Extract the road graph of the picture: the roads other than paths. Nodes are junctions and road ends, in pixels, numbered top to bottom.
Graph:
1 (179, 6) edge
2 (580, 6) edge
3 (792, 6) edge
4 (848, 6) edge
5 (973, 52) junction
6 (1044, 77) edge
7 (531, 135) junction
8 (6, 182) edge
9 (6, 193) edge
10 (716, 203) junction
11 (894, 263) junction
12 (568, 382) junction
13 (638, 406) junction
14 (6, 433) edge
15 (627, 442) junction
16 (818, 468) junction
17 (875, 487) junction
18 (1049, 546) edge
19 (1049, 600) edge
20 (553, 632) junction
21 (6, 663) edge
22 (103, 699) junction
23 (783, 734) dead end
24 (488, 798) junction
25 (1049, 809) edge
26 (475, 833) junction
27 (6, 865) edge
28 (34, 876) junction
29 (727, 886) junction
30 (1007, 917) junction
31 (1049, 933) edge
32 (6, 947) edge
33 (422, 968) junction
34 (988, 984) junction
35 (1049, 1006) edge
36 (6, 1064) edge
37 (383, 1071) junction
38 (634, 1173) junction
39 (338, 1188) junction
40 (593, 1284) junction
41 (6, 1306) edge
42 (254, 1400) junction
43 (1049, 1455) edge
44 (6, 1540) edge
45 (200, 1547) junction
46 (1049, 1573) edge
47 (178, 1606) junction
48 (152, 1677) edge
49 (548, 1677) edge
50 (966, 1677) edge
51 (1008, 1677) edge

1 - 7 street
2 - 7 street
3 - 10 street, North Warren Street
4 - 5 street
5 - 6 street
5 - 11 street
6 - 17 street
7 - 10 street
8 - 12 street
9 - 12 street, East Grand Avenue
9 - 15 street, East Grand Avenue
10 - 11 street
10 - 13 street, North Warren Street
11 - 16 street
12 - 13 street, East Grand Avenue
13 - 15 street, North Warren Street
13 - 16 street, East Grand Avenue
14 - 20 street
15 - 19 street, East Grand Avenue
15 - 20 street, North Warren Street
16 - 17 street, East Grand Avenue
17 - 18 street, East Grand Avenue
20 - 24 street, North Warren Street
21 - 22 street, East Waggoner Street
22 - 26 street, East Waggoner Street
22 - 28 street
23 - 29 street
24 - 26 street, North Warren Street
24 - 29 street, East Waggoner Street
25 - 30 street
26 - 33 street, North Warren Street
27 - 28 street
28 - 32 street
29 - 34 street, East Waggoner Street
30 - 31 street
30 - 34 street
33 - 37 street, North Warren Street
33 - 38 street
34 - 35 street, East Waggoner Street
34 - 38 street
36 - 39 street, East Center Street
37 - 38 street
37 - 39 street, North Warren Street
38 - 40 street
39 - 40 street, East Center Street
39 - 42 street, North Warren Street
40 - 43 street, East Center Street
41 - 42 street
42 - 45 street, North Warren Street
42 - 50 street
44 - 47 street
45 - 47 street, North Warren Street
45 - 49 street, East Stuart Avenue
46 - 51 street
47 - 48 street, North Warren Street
━━━━━━━━━━━━━━━━━━━━
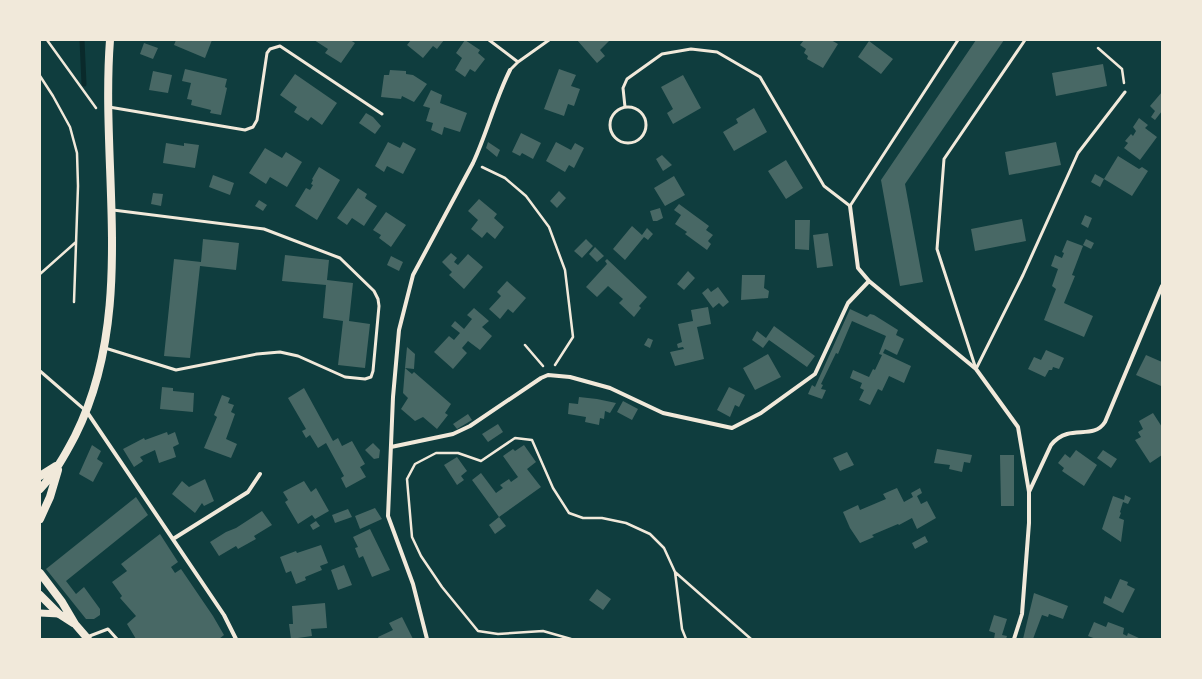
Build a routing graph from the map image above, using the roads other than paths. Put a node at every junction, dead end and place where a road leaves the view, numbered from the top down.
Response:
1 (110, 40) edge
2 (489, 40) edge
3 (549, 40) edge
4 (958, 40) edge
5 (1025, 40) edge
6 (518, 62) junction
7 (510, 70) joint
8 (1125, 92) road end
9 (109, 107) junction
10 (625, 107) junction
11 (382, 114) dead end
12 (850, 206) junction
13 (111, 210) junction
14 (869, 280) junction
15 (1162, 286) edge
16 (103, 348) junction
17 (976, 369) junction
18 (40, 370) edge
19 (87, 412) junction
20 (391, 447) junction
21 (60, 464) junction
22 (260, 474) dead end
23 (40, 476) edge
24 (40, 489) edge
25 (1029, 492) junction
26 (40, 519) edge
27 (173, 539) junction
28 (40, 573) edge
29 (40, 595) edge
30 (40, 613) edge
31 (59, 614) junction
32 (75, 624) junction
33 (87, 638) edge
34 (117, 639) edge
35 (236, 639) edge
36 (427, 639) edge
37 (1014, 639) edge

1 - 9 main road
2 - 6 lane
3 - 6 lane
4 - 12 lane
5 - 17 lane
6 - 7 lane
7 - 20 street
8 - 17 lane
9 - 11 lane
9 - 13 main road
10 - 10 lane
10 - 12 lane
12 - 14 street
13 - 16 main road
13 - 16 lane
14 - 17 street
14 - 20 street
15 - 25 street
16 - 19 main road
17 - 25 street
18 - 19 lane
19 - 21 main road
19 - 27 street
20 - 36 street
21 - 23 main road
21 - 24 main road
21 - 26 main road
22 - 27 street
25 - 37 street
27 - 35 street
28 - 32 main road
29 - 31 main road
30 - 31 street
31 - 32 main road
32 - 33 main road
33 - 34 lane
━━━━━━━━━━━━━━━━━━━━
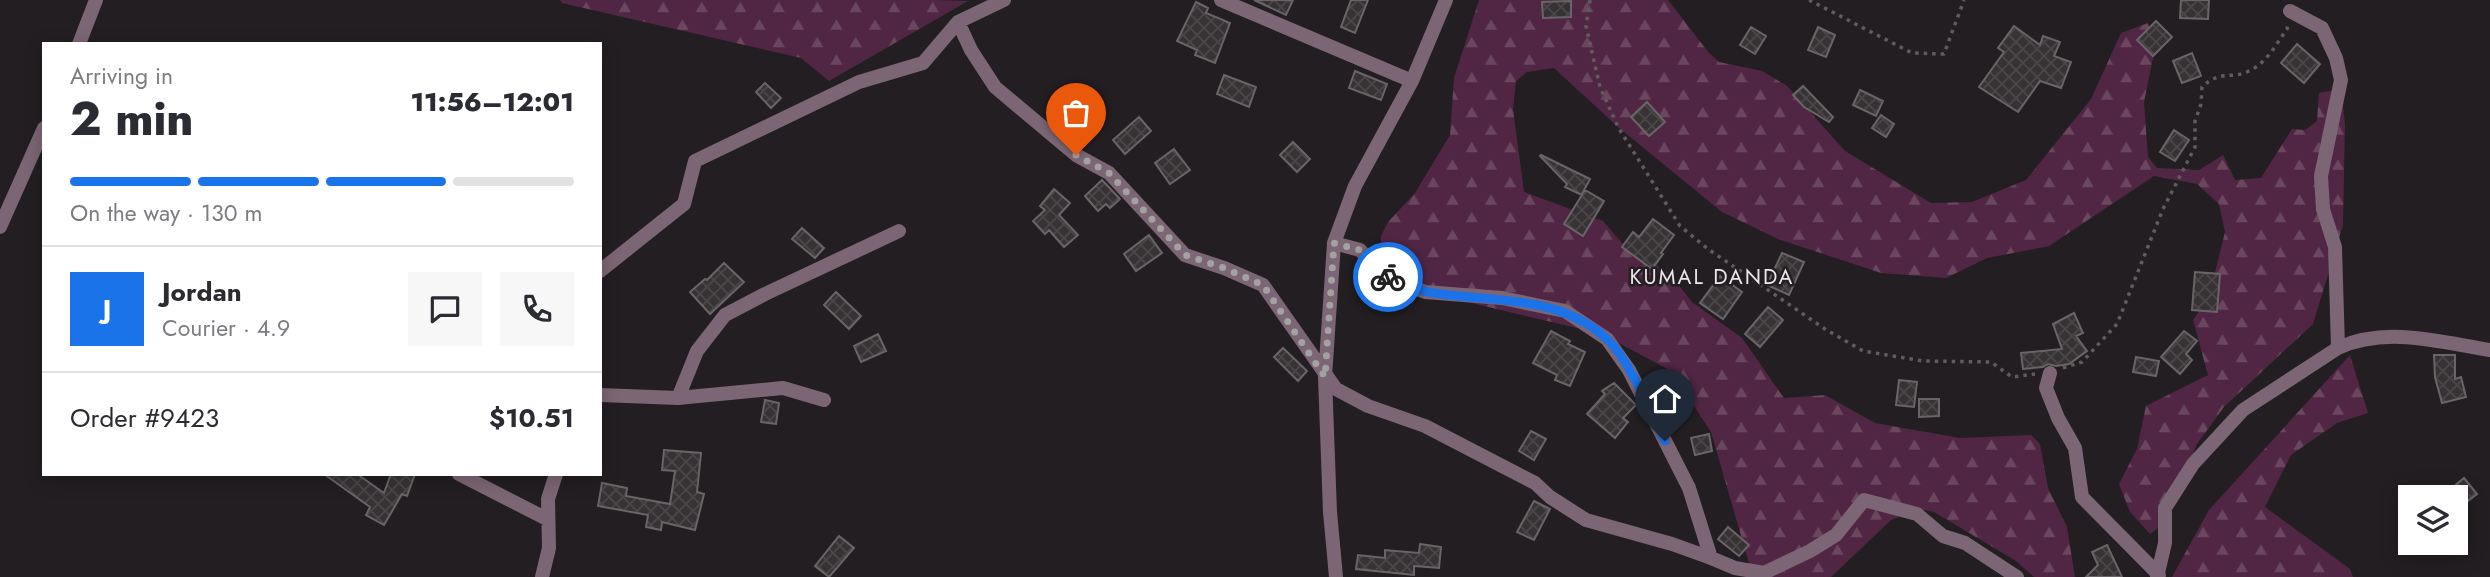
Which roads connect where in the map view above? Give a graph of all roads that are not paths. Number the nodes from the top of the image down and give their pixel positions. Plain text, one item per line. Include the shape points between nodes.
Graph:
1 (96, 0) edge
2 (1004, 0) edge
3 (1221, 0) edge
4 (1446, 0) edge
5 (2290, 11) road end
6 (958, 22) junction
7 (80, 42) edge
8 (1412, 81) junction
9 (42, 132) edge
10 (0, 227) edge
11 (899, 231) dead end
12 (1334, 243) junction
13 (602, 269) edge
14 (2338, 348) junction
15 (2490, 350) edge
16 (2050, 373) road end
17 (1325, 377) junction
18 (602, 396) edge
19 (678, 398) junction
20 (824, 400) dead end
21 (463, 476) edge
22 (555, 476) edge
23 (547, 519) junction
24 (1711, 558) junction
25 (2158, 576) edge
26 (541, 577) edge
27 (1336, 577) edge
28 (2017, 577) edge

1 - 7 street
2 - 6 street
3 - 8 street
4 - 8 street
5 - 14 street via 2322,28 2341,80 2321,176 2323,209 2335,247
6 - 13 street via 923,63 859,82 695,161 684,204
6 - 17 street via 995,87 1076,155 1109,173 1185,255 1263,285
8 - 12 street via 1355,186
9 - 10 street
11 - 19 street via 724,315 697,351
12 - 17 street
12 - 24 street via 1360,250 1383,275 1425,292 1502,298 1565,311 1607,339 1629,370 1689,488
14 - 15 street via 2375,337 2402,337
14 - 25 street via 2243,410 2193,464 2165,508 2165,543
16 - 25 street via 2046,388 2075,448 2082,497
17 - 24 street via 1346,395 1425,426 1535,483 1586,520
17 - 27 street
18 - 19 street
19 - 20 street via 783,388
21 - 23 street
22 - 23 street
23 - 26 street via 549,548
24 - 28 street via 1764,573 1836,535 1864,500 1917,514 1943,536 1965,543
━━━━━━━━━━━━━━━━━━━━
# THE PROBLEM
Pull every line containing "Avenue" out of the entries.

# YOUR SOLUTION
9 - 12 street, East Grand Avenue
9 - 15 street, East Grand Avenue
12 - 13 street, East Grand Avenue
13 - 16 street, East Grand Avenue
15 - 19 street, East Grand Avenue
16 - 17 street, East Grand Avenue
17 - 18 street, East Grand Avenue
45 - 49 street, East Stuart Avenue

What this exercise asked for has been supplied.